Pese embora Ernest Krestchemer (médico, cientista alemão ee doutor “honoris causa” em Filosofia 1888-1964) ter afirmado que “o homem pensa com o corpo todo”, infelizmente, a crítica a uma Educação Física de “brutamontes”, por vezes, ainda vigora na intelectualidade portuguesa em resquícios de um inefável pedantismo que se acoita na proporcionalidade inversa entre inteligência e músculos, aqueles músculos que o grande Almada-Negreiros endeusou, ao proclamar: “É preciso criar a adoração dos músculos”! 

Na assumida responsabilidade de ter sido campeão de Moçambique de Pesos e Halteres, acredite, leitor, que não sou um Frei Tomás do género “faz o que eu digo, não faças o que eu faço!” Ao contrário dele, continuo a fazer aquilo que digo, como demonstra a minha prática de musculação, três vezes por semana, aos meus 83 anos de idade, cumpridos no passado mês de Maio!
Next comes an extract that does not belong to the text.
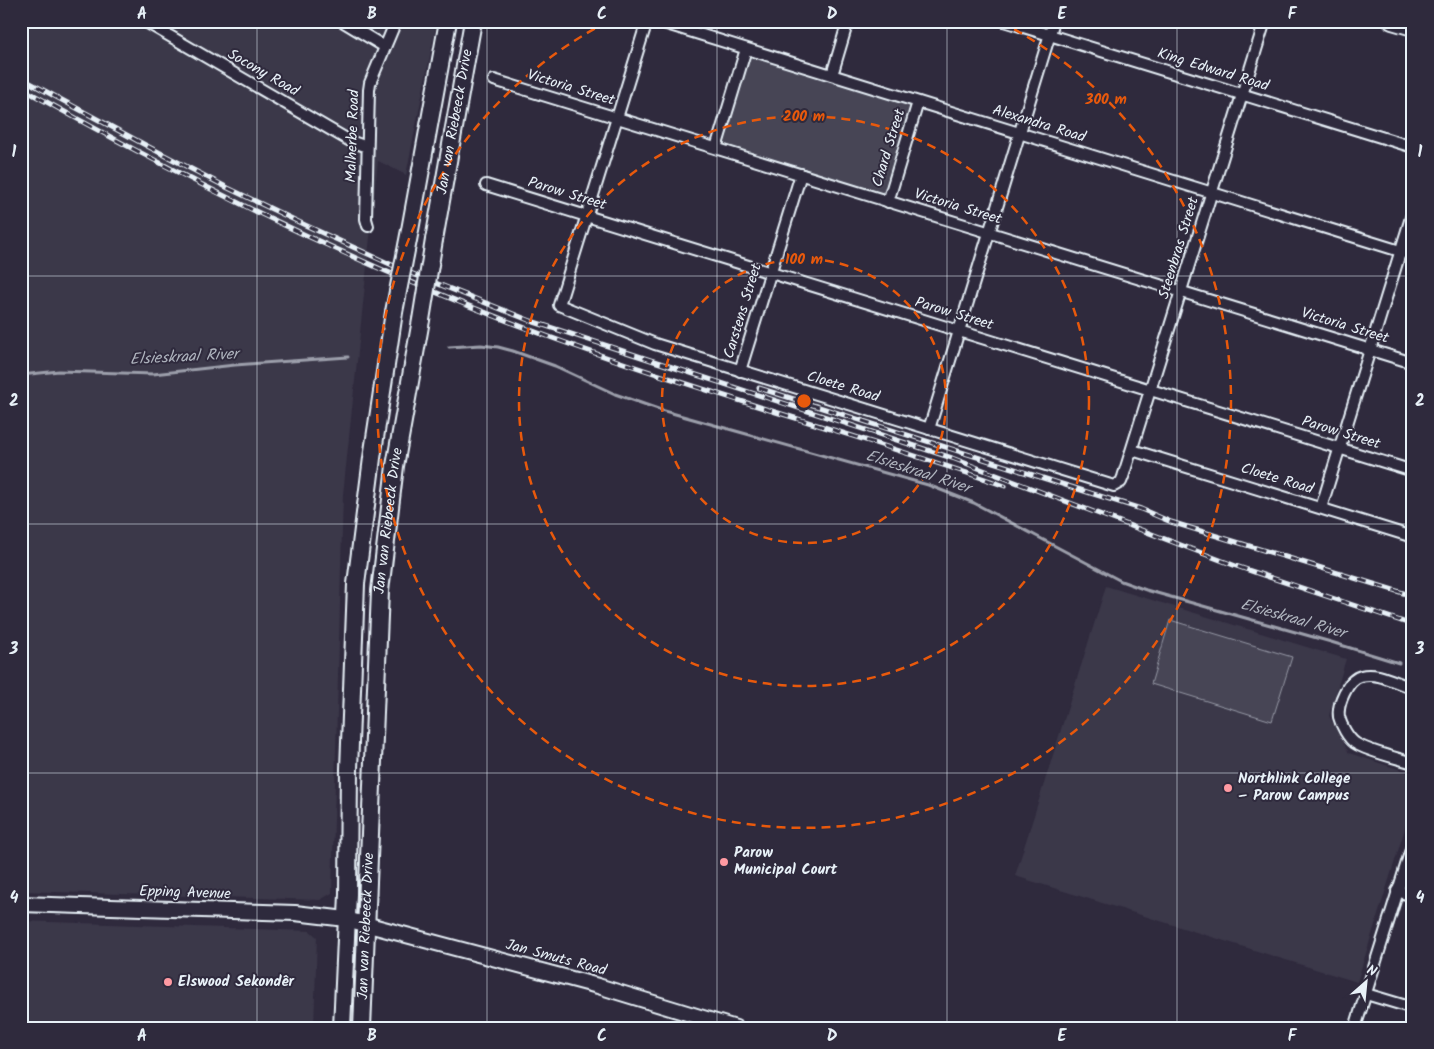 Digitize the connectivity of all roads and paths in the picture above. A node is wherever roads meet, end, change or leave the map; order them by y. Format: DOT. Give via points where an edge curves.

Last but not least, a minha grande gratidão pelo testemunho de uma vivência de exercitação física vivida com o entusiamo da juventude e descrita, com laivos de generosidade para comigo, por um notável académico de Coimbra. Bem haja, Professor Helder Araújo!

Rui Baptista

1 comentário:

Rui Baptista disse...

Peço desculpa ao leitor pela minha iliteracia informática (para além de outras) que fez com que este meu post fosse publicado sem estes dois quadros: 1. "Resultados dos praticantes de atletismo no Teste de Cooper"; 2. "Resultados dos praticantes de culturismo no Teste de Cooper". Assumo, por inteiro, a minha responsabilidade, agradecendo à Doutora Helena Damião a devida rectificação.